## Instructions for the task
Report every line of the records below that includes the string "place".

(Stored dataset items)
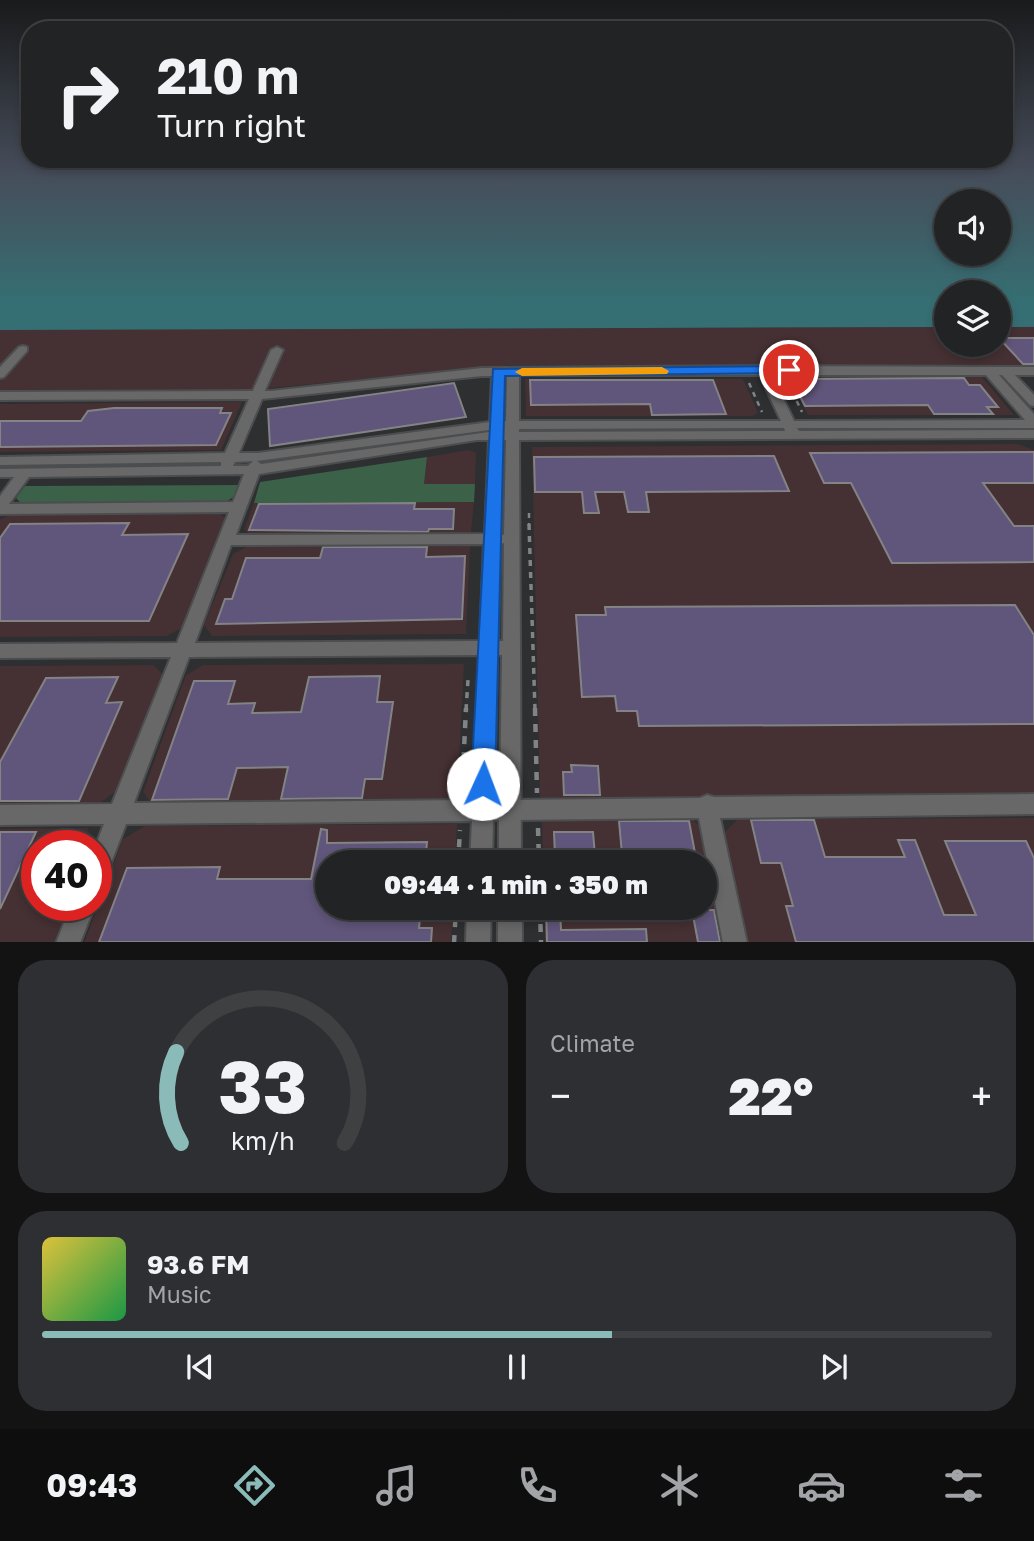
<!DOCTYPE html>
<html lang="en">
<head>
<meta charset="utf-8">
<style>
  :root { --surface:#222325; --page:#2e2f32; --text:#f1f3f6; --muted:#a2a4a7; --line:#3f4042; --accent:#8bbbb9 }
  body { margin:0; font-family:"Golos Text",sans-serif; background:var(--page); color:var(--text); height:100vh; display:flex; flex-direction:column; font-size:26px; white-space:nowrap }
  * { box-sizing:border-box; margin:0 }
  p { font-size:23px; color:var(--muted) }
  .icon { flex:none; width:38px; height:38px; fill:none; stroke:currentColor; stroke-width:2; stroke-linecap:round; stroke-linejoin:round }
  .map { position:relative; height:942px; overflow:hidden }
  .sheet { display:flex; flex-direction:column; gap:18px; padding:18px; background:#131314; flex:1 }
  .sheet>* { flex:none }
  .top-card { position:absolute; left:21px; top:21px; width:992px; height:147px; border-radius:28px; box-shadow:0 4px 10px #0003,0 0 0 2px var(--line); background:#222325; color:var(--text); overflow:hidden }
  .tools { position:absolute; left:934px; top:189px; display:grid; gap:14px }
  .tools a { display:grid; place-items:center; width:77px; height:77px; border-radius:50%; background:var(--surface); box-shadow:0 4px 10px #0003,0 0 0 2px var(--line); font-size:35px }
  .speed { position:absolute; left:21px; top:830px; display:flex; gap:14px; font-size:35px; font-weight:700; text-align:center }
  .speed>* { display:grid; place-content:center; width:91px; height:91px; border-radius:50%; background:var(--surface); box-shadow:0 4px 10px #0003,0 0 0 2px var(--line); line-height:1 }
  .speed .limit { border:10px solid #d22; background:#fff; color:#111 }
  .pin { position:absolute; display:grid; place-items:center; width:60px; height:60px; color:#fff; margin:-30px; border:4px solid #fff; border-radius:50%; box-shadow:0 2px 7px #0007 }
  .me { position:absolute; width:77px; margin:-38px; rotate:2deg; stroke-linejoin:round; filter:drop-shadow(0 0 5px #0008) }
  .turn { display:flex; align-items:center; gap:24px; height:147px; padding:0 21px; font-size:32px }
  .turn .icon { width:91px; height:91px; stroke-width:2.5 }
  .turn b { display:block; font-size:49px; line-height:60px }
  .big { font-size:52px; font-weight:800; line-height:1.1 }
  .sheet .widget { flex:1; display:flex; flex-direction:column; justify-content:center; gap:10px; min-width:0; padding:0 24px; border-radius:28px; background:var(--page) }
  .sheet .dial { align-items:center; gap:0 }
  .dial svg { height:182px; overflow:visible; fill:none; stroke:var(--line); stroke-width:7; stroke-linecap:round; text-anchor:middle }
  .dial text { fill:var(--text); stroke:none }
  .song { display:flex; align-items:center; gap:21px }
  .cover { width:84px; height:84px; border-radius:10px; background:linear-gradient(135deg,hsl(50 70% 55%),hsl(140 70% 35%)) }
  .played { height:7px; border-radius:4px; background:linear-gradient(90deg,var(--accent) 60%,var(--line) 60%) }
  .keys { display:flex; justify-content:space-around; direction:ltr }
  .heat { display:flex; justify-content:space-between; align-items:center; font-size:38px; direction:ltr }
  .sheet .tiles { flex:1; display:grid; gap:18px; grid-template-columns:1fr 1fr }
  .widget:last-child { grid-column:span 2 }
  .trip { position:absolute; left:315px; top:850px; width:402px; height:70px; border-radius:35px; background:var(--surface); box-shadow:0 4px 10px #0003,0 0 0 2px var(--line); font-weight:800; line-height:70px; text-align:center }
  .tabs { display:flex; height:112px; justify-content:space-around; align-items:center; background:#0e0e0f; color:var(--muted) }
  .tabs .icon { width:49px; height:49px }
  .tabs .active { color:var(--accent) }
  .tabs b { font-size:32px; color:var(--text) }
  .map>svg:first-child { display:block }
  .industrial { fill:#453033 }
  .green { fill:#3b6148 }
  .water { fill:#356f73; fill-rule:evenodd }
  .building { fill:#60557a; stroke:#838385; stroke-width:2 }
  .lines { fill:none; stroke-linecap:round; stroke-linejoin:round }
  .minor-casing { stroke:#4b4d4f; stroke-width:4 }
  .tertiary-casing { stroke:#4b4d4f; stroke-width:4 }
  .path-far2 { stroke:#818384; stroke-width:2.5; stroke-dasharray:5 5; stroke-linecap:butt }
  .path-far1 { stroke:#818384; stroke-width:3.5; stroke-dasharray:6 6; stroke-linecap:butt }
  .path { stroke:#818384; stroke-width:4.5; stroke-dasharray:8 8; stroke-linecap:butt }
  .minor { fill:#696868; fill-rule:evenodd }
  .tertiary { fill:#696868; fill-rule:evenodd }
  .route { fill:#1a73e8; stroke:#114b97; stroke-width:2 }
  .slow { fill:#f59e0b }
</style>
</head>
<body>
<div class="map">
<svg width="1034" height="943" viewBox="0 0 1034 943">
  <rect width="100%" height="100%" fill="#2d2f31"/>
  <path class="industrial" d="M947 327V345H999V327H1034V365H511L260 389 0 390V330Z
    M982 377 1014 415H808L789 378Z
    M525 379H743L758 413 752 416H526Z
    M242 402 221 450 0 452V404Z
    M1018 444 1034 450V798L540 799 532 447Z
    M468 450 476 453 475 484H424L427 457Z
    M474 502 471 533 250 534 244 529 254 503Z
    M13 514H220L227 519 183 627 167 636 0 637V519Z
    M470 546 466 634 212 636 204 625 233 554 246 547Z
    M464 664 457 801 152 804 143 792 186 675 203 665Z
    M154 665 164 676 118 790 97 805H0V666Z
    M542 818H691L704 830 725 942H545V908H705V863H543Z
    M1034 818V942H747L724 833 738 819Z
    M457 824 455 863H327V908H453L451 942 84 943 123 839 145 826Z
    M87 828 95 841 94 845H37V905H69L54 942H0V829Z"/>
  <path class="green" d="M427 457 424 484H475L474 502 254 503 260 482Z
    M241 485 237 495 225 502 22 504 16 498 25 486Z"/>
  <path class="water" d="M0 172H1034V327H999V292H947V327L0 330ZM947 201H999V254H947Z"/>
  <path class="building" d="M999 338H1034V364H1023Z
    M964 378 969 385H980L998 407H987L993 414H934L928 405 805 406 791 379Z
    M530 380H713L726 414 652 415 650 404 531 405Z
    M454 383 466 417 270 446 268 409Z
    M114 408H222L220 413H231L216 445 0 447V421H81L88 411Z
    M1034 452V483H983L1014 526H1034V562L910 563H892L851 483H824L810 453Z
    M774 456 789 491 646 492 649 512H628L624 492H595L599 513H584L582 492H535L534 457Z
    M415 503 414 509H454L453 529H429L428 532 249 530 259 504Z
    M129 523 122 535 188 534 149 621H0V538L10 524Z
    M323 547H427L426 557 465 556 462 619 216 624 225 599H232L246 558H320Z
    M1015 605 1034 635V724L639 726 637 711H617L615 696 582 697 576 615H606L605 607Z
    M380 676 377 702H393L382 779H365L362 798 281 799 288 767 237 768 228 799 152 800 194 681H235L228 704 255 703 252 713 301 712 309 677Z
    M118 677 106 703 122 702 79 801H0V762L46 678Z
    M571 765 598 766 600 795H564L563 772H572Z
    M751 820H814L825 857H905L898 840H915L944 915H976L945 841H1026L1034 858V942H796L786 906H793L781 863H761Z
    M619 821H689L695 853 622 854Z
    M321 829 327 830V843L427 842 425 863H327V908H421L419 928H432L431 942H99L127 868 220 867 217 879H311Z
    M0 832H36L0 909Z
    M554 832H593L595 856 555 855Z
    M546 908H560L561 930 646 929 647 942H547Z
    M692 910H714L720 942H698Z"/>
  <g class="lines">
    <defs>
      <path id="minor" d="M23 346 27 347V351L4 377 0 378V367L19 347Z
        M277 347 283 350 263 395 261 398H253L251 395 271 350Z
        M1034 794V814L720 818 747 943H723L699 818 510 820 502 817 499 810 502 803 510 800 700 798 707 795 714 797Z"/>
      <path id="tertiary" d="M764 366 1034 367V375H1015L1034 395V406L1030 405 1002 375H999L1034 414V428H797L799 431 1034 430V438L519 440 521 863H499V820H493L492 863H470L472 821 126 824 104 881 96 884V845L104 824 0 825V805L112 804 171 657 0 658V644L177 643 229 512 0 514V496L14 477H0V469L221 466V462L0 465V457L225 453 249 399 0 400V392L271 391 482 368ZM519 375H760L781 421H519ZM772 375H986L1025 420 794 421ZM482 376H492L490 422 258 453H239L262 399ZM504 376H507L506 421H503ZM784 428 785 431 519 432V429ZM489 430V432L261 464 257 461ZM477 440H489L485 534 236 535 259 474ZM502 440H506L504 535 500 534ZM253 461 248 466H233L235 462ZM244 474 233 502 9 504 29 477ZM504 543 503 641H498L500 544ZM484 544 480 641 195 643 231 545ZM479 655 473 800 134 803 189 657ZM497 655H502L500 800H494Z
        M71 905H95L80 943H56Z
        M467 908H491L490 943H466Z
        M498 908H522V943H498Z"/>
    </defs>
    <use href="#minor" class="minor-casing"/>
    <use href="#tertiary" class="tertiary-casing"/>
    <path class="path-far2" d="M749 383 762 412
      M788 383 802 412
      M529 513V526"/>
    <path class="path-far1" d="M529 524 535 710
      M466 710 468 680"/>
    <path class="path" d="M535 708 537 793
      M462 792 466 708
      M538 828 539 863
      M458 863 460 830
      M540 908 541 943
      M454 943 456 908"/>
    <use href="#minor" class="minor"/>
    <use href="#tertiary" class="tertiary"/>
  </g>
  <linearGradient id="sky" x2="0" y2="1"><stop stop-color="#191a1b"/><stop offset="0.57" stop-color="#464d5a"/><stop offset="1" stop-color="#464d5a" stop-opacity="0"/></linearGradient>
  <rect width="1034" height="303" fill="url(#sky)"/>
  <path class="route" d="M789 366 793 368V373L505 376 495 784 491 792 483 795 474 792 471 784 493 369Z"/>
  <path class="slow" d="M662 367 669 371 667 374 522 376 515 372 522 368Z"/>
</svg>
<div class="tools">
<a><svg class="icon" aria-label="sound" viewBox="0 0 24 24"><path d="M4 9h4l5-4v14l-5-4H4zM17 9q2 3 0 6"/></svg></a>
<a><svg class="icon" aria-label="layers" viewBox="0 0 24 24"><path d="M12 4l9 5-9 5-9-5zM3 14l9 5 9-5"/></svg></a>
</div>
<div class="speed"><div class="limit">40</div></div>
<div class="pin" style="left:789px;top:370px;background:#d93025"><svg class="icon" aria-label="arrive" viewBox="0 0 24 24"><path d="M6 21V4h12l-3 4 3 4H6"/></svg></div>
<svg class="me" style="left:483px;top:784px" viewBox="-20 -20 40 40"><circle r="19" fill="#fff"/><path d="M0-13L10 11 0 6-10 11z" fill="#1a73e8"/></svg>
<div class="trip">09:44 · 1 min · 350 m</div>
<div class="top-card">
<div class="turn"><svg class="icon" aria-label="right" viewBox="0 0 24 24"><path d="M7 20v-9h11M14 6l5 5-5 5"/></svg><div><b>210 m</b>Turn right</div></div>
</div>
</div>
<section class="sheet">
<div class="tiles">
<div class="widget dial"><svg viewBox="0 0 100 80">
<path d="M14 69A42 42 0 1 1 86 69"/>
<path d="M14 69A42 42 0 0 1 12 29" stroke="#8bbbb9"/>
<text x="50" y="56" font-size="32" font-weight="700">33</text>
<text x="50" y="72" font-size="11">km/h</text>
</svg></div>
<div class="widget"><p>Climate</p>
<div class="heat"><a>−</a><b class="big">22°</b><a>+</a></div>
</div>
<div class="widget">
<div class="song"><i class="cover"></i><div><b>93.6 FM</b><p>Music</p></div></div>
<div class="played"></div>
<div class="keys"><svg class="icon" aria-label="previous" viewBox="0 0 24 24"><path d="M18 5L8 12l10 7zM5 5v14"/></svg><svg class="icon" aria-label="pause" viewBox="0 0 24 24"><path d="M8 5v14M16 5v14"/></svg><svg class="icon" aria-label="next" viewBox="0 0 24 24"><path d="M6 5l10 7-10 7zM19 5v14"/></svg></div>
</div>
</div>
</section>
<nav class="tabs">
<b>09:43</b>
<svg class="icon active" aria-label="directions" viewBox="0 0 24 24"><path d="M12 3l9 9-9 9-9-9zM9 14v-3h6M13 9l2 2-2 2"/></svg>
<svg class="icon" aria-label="music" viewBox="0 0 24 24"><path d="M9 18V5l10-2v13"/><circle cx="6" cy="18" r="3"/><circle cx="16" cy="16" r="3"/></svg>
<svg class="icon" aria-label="phone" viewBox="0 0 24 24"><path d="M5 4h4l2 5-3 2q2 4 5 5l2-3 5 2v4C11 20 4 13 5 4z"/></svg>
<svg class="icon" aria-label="climate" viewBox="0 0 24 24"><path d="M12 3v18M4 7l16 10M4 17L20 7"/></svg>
<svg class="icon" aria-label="car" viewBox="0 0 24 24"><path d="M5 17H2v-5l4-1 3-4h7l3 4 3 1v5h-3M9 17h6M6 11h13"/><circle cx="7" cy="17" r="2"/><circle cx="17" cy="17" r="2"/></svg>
<svg class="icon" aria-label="filters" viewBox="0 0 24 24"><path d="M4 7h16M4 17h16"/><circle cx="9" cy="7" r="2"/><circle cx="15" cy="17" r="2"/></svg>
</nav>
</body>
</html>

## Exercise response
  .tools a { display:grid; place-items:center; width:77px; height:77px; border-radius:50%; background:var(--surface); box-shadow:0 4px 10px #0003,0 0 0 2px var(--line); font-size:35px }
  .speed>* { display:grid; place-content:center; width:91px; height:91px; border-radius:50%; background:var(--surface); box-shadow:0 4px 10px #0003,0 0 0 2px var(--line); line-height:1 }
  .pin { position:absolute; display:grid; place-items:center; width:60px; height:60px; color:#fff; margin:-30px; border:4px solid #fff; border-radius:50%; box-shadow:0 2px 7px #0007 }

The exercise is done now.